UTILIZING UNDERWATER THREE-DIMENSIONAL MODELING TO ENHANCE ECOLOGICAL AND BIOLOGICAL STUDIES OF CORAL REEFS
Keywords: Coral Reefs, Coral Ecology, Habitat, Photogrammetry, Structure-from-Motion, Structural Complexity, 3D topographic reconstruction, 3D underwater modeling
Abstract. The structural complexity of coral reefs profoundly affects the biodiversity, productivity, and overall functionality of reef ecosystems. Conventional survey techniques utilize 2-dimensional metrics that are inadequate for accurately capturing and quantifying the intricate structural complexity of scleractinian corals. A 3-dimensional (3D) approach improves the capacity to accurately measure architectural complexity, topography, rugosity, volume, and other structural characteristics that play a significant role in habitat facilitation and ecosystem processes. This study utilized Structure-from-Motion (SfM) photogrammetry techniques to create 3D mesh models for several Hawaiian corals that represent distinct morphological phenotypes.
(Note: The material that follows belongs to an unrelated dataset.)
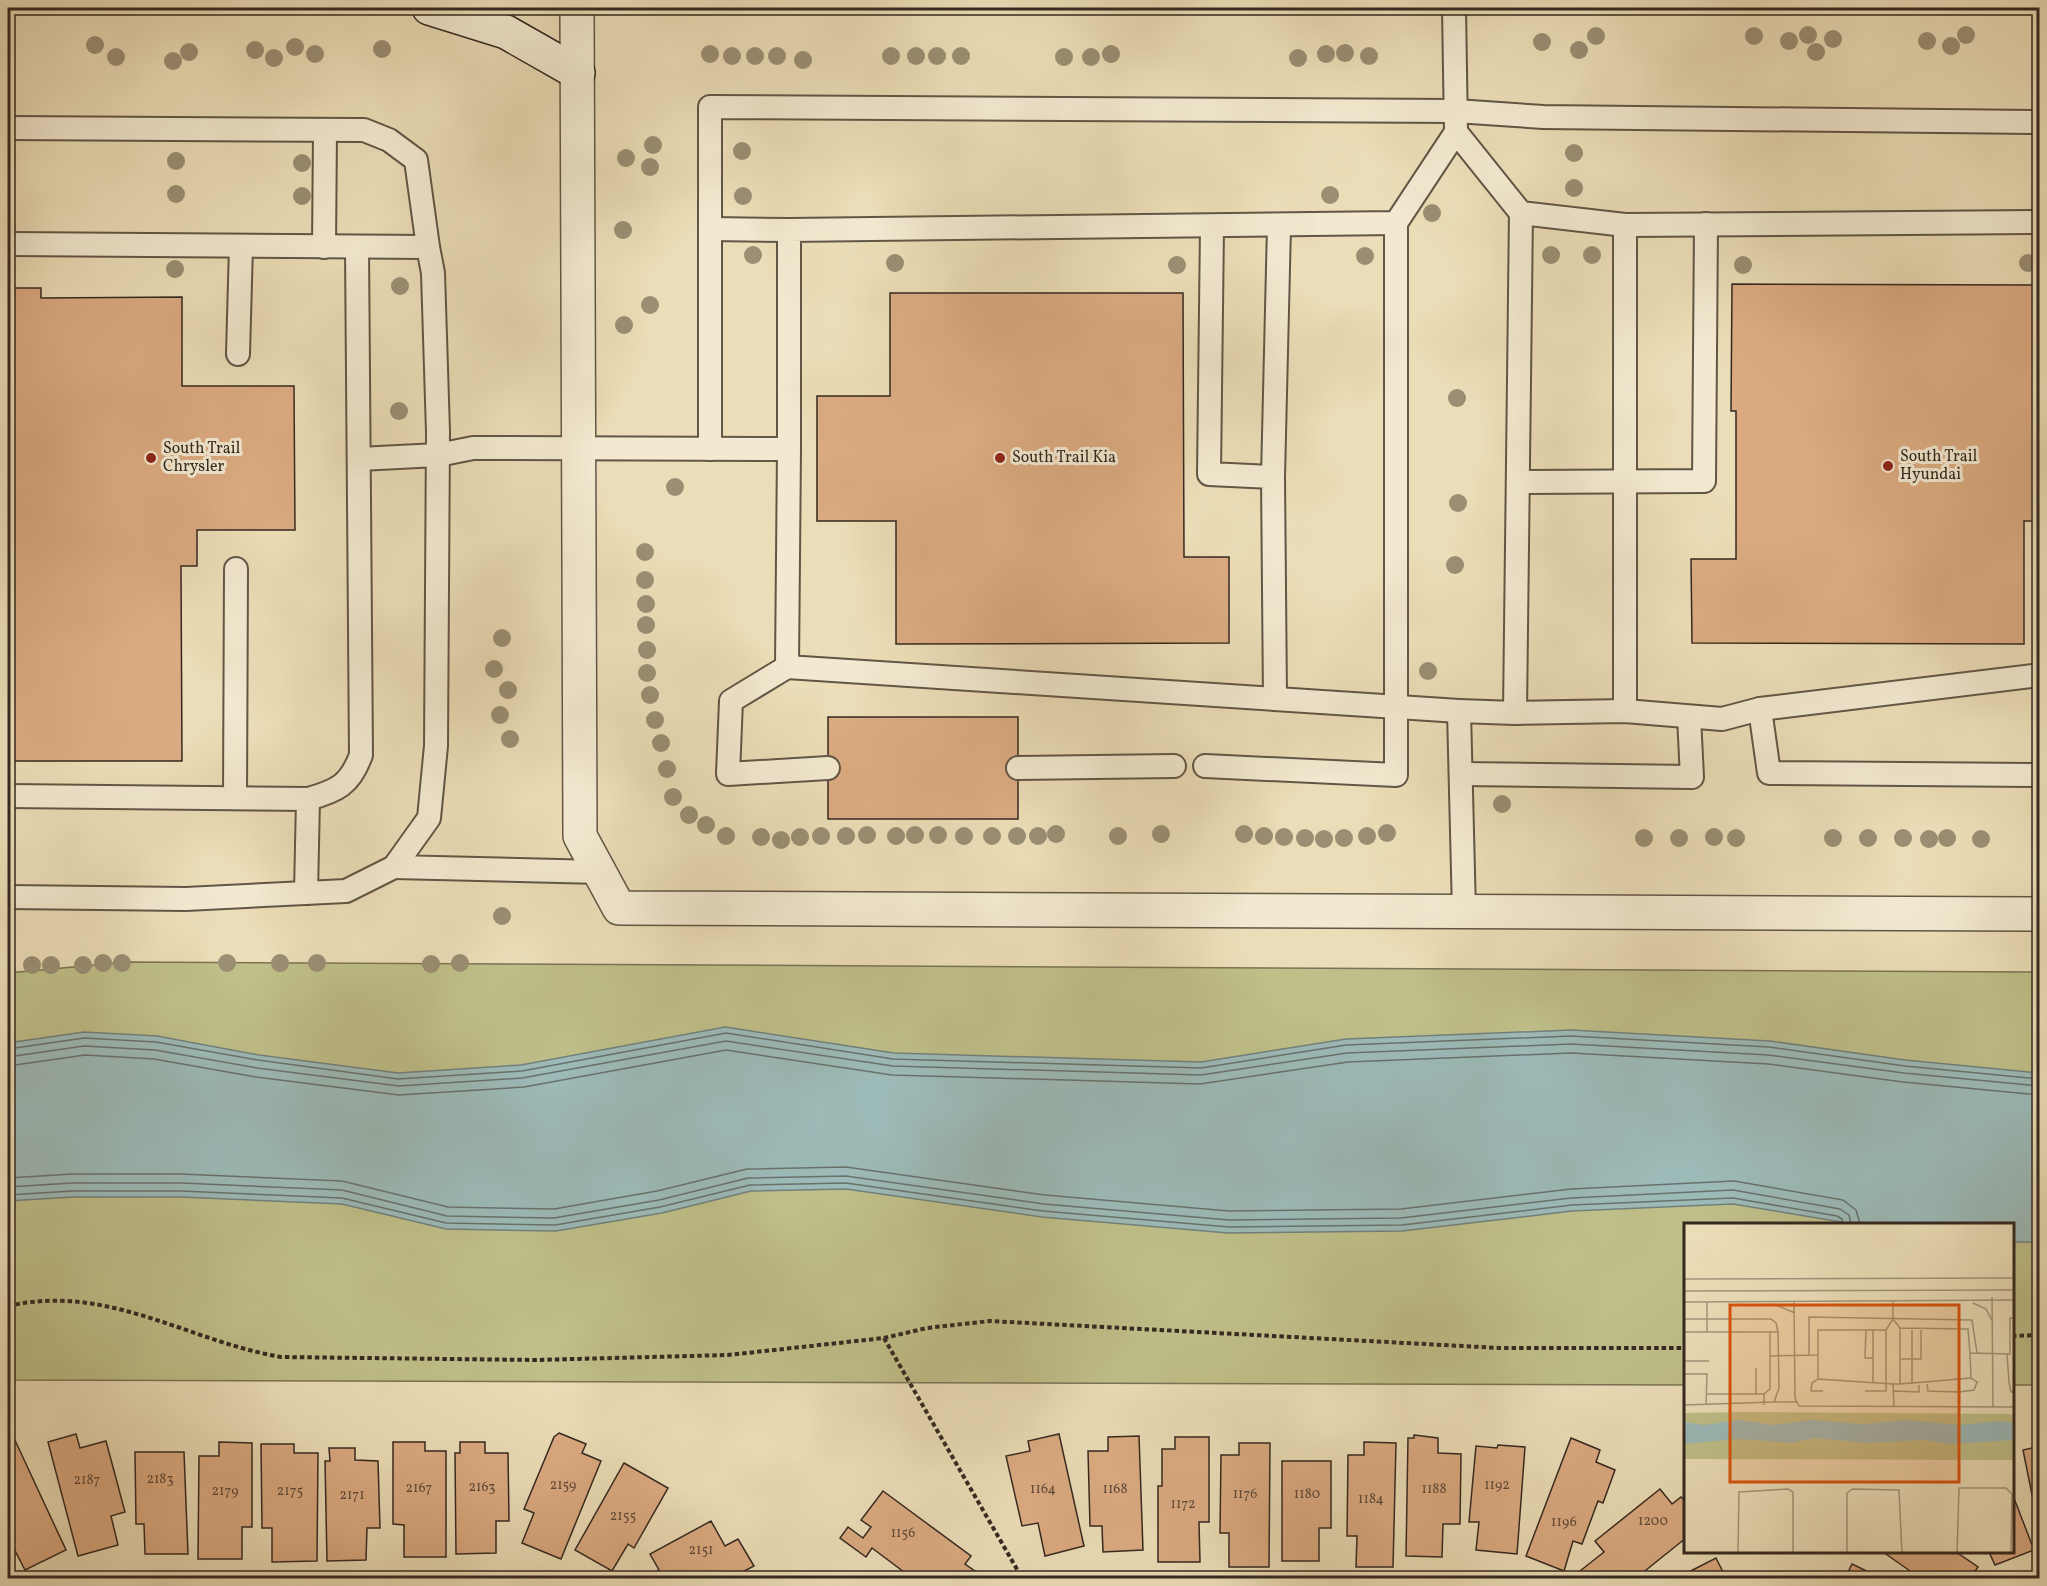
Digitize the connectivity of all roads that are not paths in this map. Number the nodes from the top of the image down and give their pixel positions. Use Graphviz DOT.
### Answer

The orthophotos and digital elevation models generated from the SfM process were imported into geospatial analysis software in order to quantify several metrics pertaining to 3D complexity that are known to affect ecosystem biodiversity and productivity. The 3D structural properties of the reconstructed coral colonies were statistically analyzed to determine if the each species represents a unique morpho-functional group. The SfM reconstruction techniques described in this paper can be utilized for an array of research purposes to improve our understanding of how changes in coral composition affect habitat structure and ecological processes in coral reef ecosystems.